Thanks. I've got a lot to learn.

mikemci
08-29-2015, 05:19 PM
She looks outstanding from here!:thumb: If it was too salty, you need to mix your salt/pepper ratio by weight, not volume. Great looking brisket there:clap2:

smokingkettle
08-29-2015, 05:27 PM
She looks outstanding from here!:thumb: If it was too salty, you need to mix your salt/pepper ratio by weight, not volume. Great looking brisket there:clap2:

You're 100% spot on. Next time it will be by weight.

Bludawg
08-29-2015, 05:33 PM
Sittin here sippin the same suds and wishing I had some of that point. Kosher salt is 3X heavier than pepper 1/3 c K salt to 2/3 c pepper if you don't have a scale

smokingkettle
08-29-2015, 05:43 PM
Sittin here sippin the same suds and wishing I had some of that point. Kosher salt is 3X heavier than pepper 1/3 c K salt to 2/3 c pepper if you don't have a scale

I realize that I'm just a beginner, but I did really well on the point. It was awesome. I'm taking notes on the salt. I used sea salt instead of kosher and at the wrong ratio. Live and learn. I'm the only person at the dinner table that seemed to notice the salt.

lankster35
08-29-2015, 05:47 PM
smokingkeetle: Can you tell me how much that weighed after trimming and how long your total cooking time was at what temp. I know you ca';t go by time alone and I just finished mine and I know it wasn't cooked all the way and you started about 5am and I started around 8am. Just trying to get a comparison.

smokingkettle
08-29-2015, 05:56 PM
smokingkeetle: Can you tell me how much that weighed after trimming and how long your total cooking time was at what temp. I know you ca';t go by time alone and I just finished mine and I know it wasn't cooked all the way and you started about 5am and I started around 8am. Just trying to get a comparison.

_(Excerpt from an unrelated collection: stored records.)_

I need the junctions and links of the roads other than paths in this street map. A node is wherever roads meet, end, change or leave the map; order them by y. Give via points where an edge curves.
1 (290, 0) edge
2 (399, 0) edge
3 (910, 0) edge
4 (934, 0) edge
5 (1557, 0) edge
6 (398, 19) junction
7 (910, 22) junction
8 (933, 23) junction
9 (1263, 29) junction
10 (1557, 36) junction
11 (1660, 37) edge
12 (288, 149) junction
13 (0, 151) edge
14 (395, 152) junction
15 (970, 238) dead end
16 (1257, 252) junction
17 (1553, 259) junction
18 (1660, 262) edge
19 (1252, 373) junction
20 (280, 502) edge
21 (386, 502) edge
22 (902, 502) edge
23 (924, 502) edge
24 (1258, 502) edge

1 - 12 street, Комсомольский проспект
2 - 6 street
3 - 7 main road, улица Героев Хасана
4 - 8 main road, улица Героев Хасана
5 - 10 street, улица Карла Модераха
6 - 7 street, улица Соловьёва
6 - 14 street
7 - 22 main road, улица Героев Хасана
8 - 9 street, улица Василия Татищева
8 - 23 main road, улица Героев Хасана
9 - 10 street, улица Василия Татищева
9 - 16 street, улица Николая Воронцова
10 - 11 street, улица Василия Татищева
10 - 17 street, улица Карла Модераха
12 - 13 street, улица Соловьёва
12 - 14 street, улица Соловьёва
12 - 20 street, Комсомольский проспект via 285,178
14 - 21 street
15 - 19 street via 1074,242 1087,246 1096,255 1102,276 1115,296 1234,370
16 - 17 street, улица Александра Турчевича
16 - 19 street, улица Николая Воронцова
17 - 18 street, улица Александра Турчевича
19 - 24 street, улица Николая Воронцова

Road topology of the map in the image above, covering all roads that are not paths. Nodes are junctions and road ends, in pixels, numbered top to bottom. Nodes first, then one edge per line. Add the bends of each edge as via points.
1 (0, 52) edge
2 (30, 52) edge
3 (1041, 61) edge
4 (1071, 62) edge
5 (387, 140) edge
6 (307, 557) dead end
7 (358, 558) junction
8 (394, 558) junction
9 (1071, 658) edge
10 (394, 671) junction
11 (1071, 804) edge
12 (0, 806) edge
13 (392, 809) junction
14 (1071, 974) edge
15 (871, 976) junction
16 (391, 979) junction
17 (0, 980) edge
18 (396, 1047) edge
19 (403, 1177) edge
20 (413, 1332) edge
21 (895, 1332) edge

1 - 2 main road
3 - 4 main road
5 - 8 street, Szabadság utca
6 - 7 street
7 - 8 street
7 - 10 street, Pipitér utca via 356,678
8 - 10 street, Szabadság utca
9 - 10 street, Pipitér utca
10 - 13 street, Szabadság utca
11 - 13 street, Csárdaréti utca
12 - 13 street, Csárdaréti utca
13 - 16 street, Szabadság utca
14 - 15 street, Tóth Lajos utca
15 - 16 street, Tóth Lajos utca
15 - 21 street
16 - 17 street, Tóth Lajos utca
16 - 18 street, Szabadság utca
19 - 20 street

10lbs when I bought it. Trimmed off roughly a pound of fat.

Time BBQ F

4:15AM Started Chimney - HEB Grand Champion Lump
4:30AM Poured half chimney into full basket of unlit briquettes. Minion method.
4:45AM 196 Really thick smoke. 3 parts hickory. 1 part mesquite.
5:00AM 213 Put brisket on fat side down. Smoke settled down a bit.
5:30AM 230
Passed out for a little while
7:00AM 241 Son woke me up. Time for coffee. Noticed consistent blue smoke which lasted until I wrapped. It was too cold. Opened up fire door to kick it up a notch.
7:10AM 275
7:30AM 280
8:00AM 285
8:30AM 280
9:00AM 275
9:30AM 277
10:00AM 282 Starting to get mahogany-colored
10:30AM 277 Wrapped in parchment paper
11:00AM 275
11:30AM 275
12:00PM 277
12:30PM 277 Checked internals just to see my ballpark temperature. Was around 190ish. Started probing for tenderness.
1:00PM 275
1:30PM 275 Probed but still had some resistance in certain spots.
2:00PM 277
2:30PM Almost entirely tender throughout. Pulled and put in cooler
4:00PM Served

Notes: Didn't have the right size parchment paper. Going to get butcher paper next time. I'm going to try post oak next time just to try it. Going to mix the salt on weight instead of volume next time. I am going to get up to temperature quicker next time by leaving the fire door open early and pull back a little before I get there.

PatAttack
08-29-2015, 06:04 PM
Hey, looks like you don't need our help anymore.

Nailed it!:clap:

Bludawg
08-29-2015, 06:07 PM
:twitch:TMI

bbqwizard
08-29-2015, 07:37 PM
buy 'em books send 'em to school and they eat the teacher:crazy:

I AM a chef instructor at a high risk comprehensive high school. You sir are not far off there:shock:

landarc
08-29-2015, 07:56 PM
I agree with mixing by weight if at all possible. I'm a huge fan of kosher salt for rubs.

smokingkettle
08-29-2015, 08:12 PM
:twitch:TMI

I was bored and had My laptop around. Just opened Excel and took notes of what was happening every half hour. Just hit copy and paste for the most part. I can go back and look at what I can do differently next time.

smokingkettle
08-29-2015, 08:13 PM
Hey, looks like you don't need our help anymore.

Nailed it!:clap:

Thanks

lankster35
08-29-2015, 09:20 PM
as I thought. You went almost 2 total hours longer than me at about the same temp and then help in the cooler longer. Mine clearly could have gone longer. next time.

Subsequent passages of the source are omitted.